One part of Bridgeport’s approach is a new GIS that links information about environmental conditions to provide a database for potential investors and alert economic development officials about sites not likely to be heavily polluted. “We’ll be carrying out the program by trial and error,” Gremse says. “The EPA and DEP (Connecticut’s Department of Environmental Protection) are eager to cooperate with property owners in realizing a site’s full potential, while not incurring a tremendous amount of liability. It’s just a matter of working with owners on an individual basis to make this happen.”
Other Options
But the brownfields program is limited in the number of pilots it can sponsor, and most communities will have to go it alone. Still, many are beginning to succeed in transforming contaminated properties into economic generators. In virtually all successful transformations, the economic door must be open to provide financial incentives to offset some, or all of the environmental liabilities.

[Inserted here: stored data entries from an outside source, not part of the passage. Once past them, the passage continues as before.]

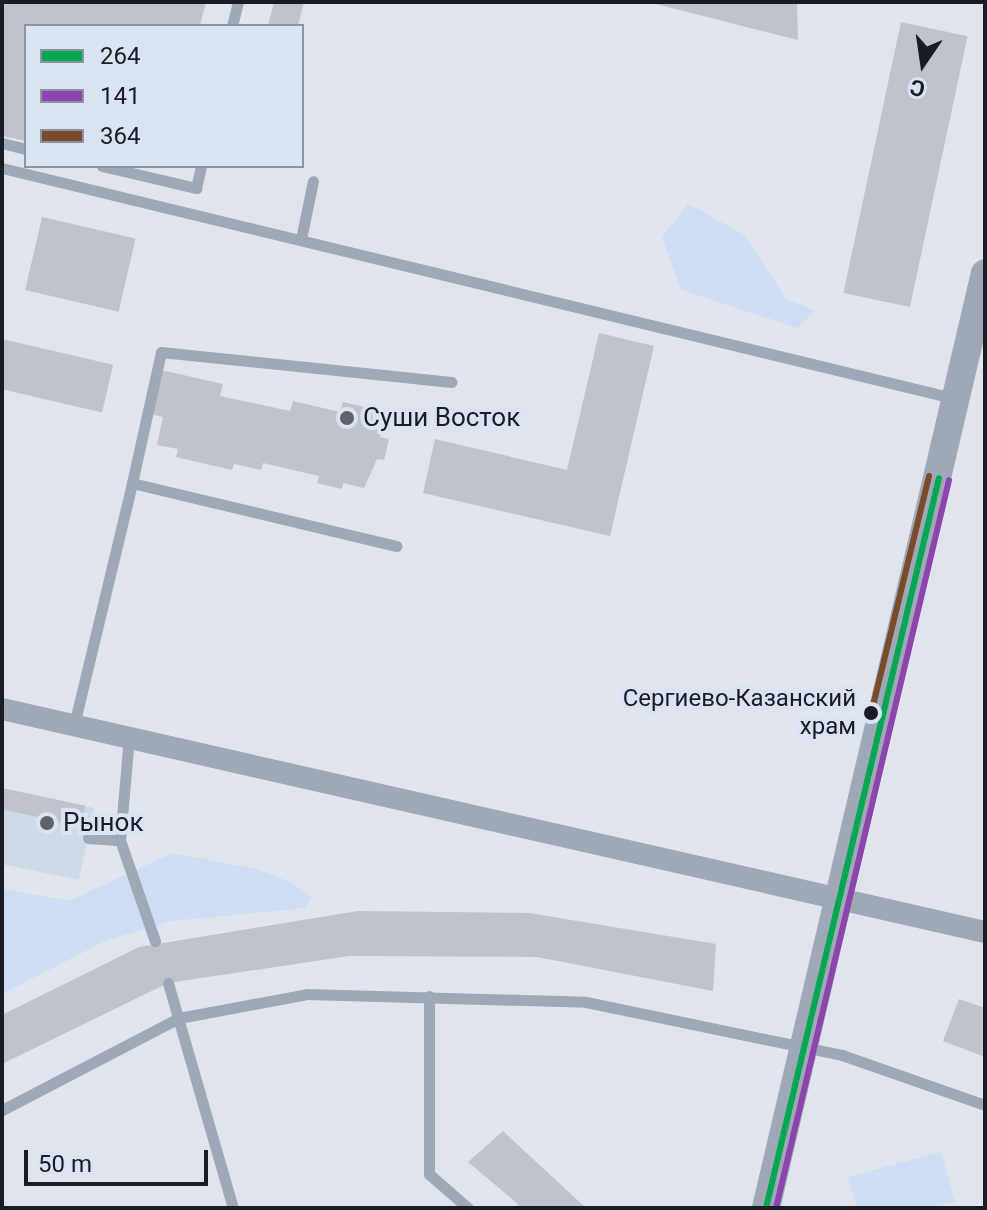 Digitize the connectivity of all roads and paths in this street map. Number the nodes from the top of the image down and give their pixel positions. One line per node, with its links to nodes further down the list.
1 (238, 2): 2 (lane)
2 (232, 24)
3 (2, 143): 4 (lane)
4 (24, 148)
5 (2, 168): 9 (lane)
6 (111, 168): 7 (lane)
7 (201, 168)
8 (313, 181): 9 (lane)
9 (301, 239): 12 (lane)
10 (985, 273): 12 (street)
11 (451, 382): 13 (lane)
12 (957, 399): 20 (street)
13 (132, 483): 14 (lane); 16 (lane)
14 (397, 546)
15 (2, 709): 16 (street)
16 (74, 725): 17 (street)
17 (129, 737): 19 (lane); 20 (street)
18 (88, 838): 19 (lane)
19 (120, 840): 22 (lane)
20 (837, 899): 21 (street); 26 (street)
21 (985, 932)
22 (155, 941)
23 (168, 983): 25 (lane)
24 (429, 996): 25 (lane); 26 (lane); 30 (lane)
25 (179, 1018): 28 (lane); 29 (lane)
26 (803, 1047): 27 (lane); 31 (street)
27 (985, 1105)
28 (2, 1110)
29 (233, 1208)
30 (468, 1208)
31 (766, 1208) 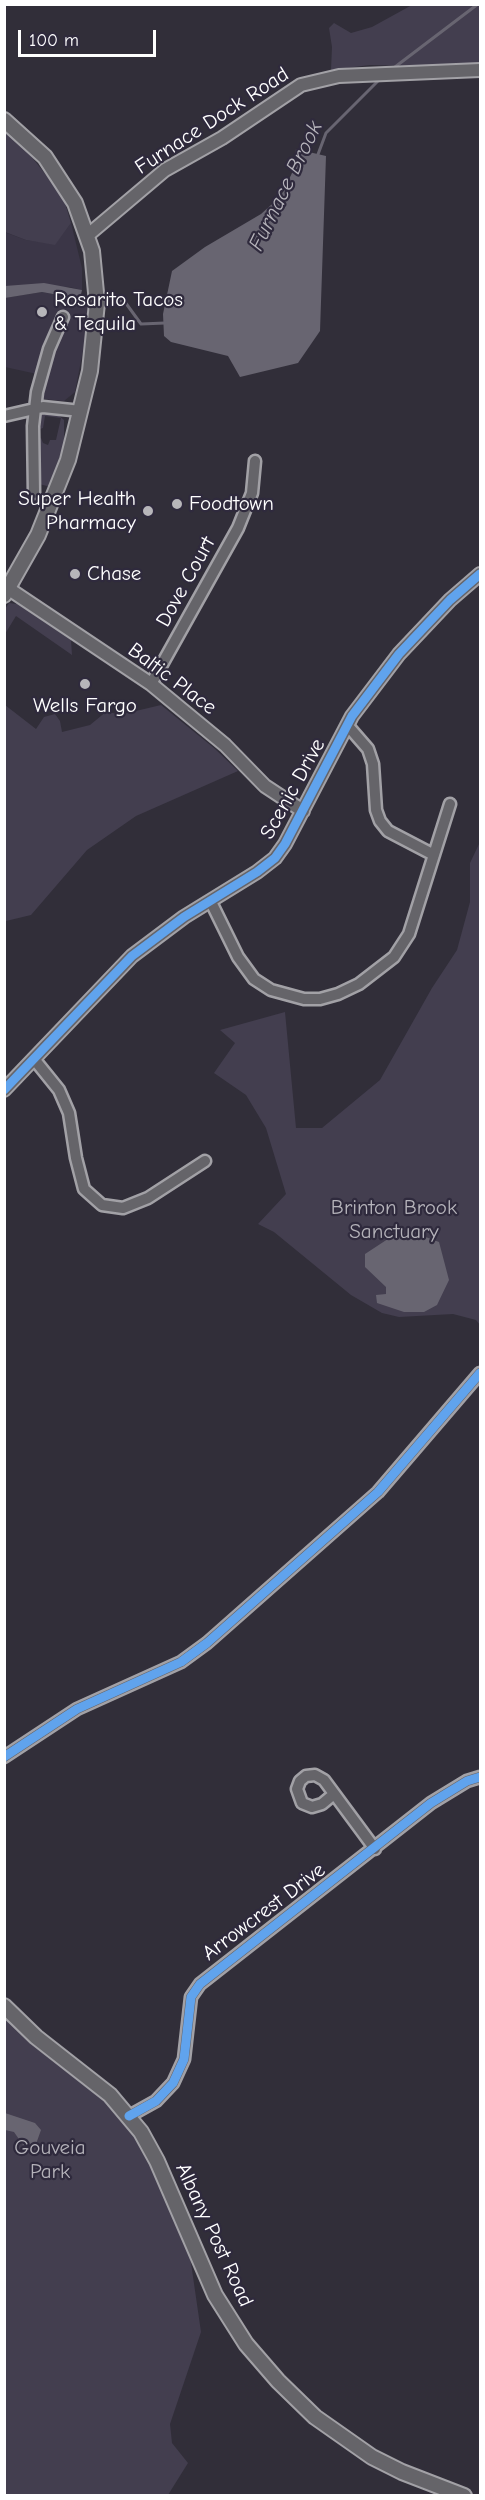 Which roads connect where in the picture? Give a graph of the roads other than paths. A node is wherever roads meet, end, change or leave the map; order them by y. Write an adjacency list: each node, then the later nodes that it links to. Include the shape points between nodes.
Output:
1 (480, 70): 3 (street, Furnace Dock Road, via 356,74 323,78 288,92 222,138 165,170)
2 (4, 120): 3 (main road, via 50,163 75,203)
3 (88, 235): 6 (main road, via 97,303)
4 (63, 317): 5 (street, via 45,360)
5 (35, 409): 6 (street); 7 (street); 9 (street)
6 (81, 411): 11 (main road, via 56,492)
7 (4, 416)
8 (255, 461): 12 (street, Dove Court, via 252,493 238,528)
9 (34, 493)
10 (480, 574): 13 (street, Scenic Drive, via 399,654)
11 (7, 592): 12 (street, Baltic Place)
12 (151, 684): 15 (street, Baltic Place, via 225,745 265,786)
13 (348, 726): 15 (street, Scenic Drive); 16 (street, via 368,750 373,764 380,821 388,831)
14 (450, 804): 16 (street)
15 (303, 811): 17 (street, Scenic Drive, via 275,858)
16 (434, 855): 17 (street, via 409,934 394,957 359,984 320,999 285,995 254,979 238,957)
17 (212, 902): 18 (street, Scenic Drive, via 184,917 132,956)
18 (34, 1059): 19 (street, Scenic Drive); 20 (street, via 59,1090 69,1113 84,1189 102,1205 123,1208 148,1198)
19 (4, 1090)
20 (205, 1161)
21 (480, 1373): 22 (street, via 378,1492 207,1643 181,1662 77,1709)
22 (4, 1757)
23 (480, 1777): 25 (street, Arrowcrest Drive, via 431,1803)
24 (334, 1794): 25 (street)
25 (375, 1849): 27 (street, Arrowcrest Drive, via 200,1984 191,1997 184,2059 173,2084 156,2101)
26 (4, 2006): 27 (main road, Albany Post Road, via 36,2037 110,2095)
27 (129, 2116): 28 (main road, Albany Post Road, via 157,2161 215,2295 256,2357 302,2405 345,2440 395,2469)
28 (464, 2496)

In some cases, community support may be helpful in eliminating zoning and waterfront development barriers that may have been well intentioned but are counterproductive to the recycling efforts.
Private sector cooperation is the key. One approach is to encourage owners to plan and package their properties for new uses, including projected financial returns that result from the plan.
This process could begin even before an environmental investigation, because remediation should be viewed as just one “line item” on the development’s balance sheet, just like debt service or leasing commissions.
It is not difficult to define the point at which cleanup costs sink the project, and that should be the reference point for designing a remediation plan that is driven — and responsive to — economics considerations.
With a cooperative effort, many perceived liabilities can be reduced or eliminated. The remediation program should be designed around a specific market-oriented reuse of the property to target cleanup dollars where they can do the most good.
When a gap exists between the money necessary to protect public health and the economic returns from revitalization, the missing dollars can be defined with some precision.
This is an important step, because it cuts the problem down to a definable size and allows property owners to assess their situations and risks.
From an economic development point of view the issue should be the project and the resulting benefits, not the pollution.
David Daddario is senior vice president and Kathleen Connolly, senior associate, North American Realty Advisory Services, New York City. The firm advises corporations and communities on the revitalization of dormant land and building assets.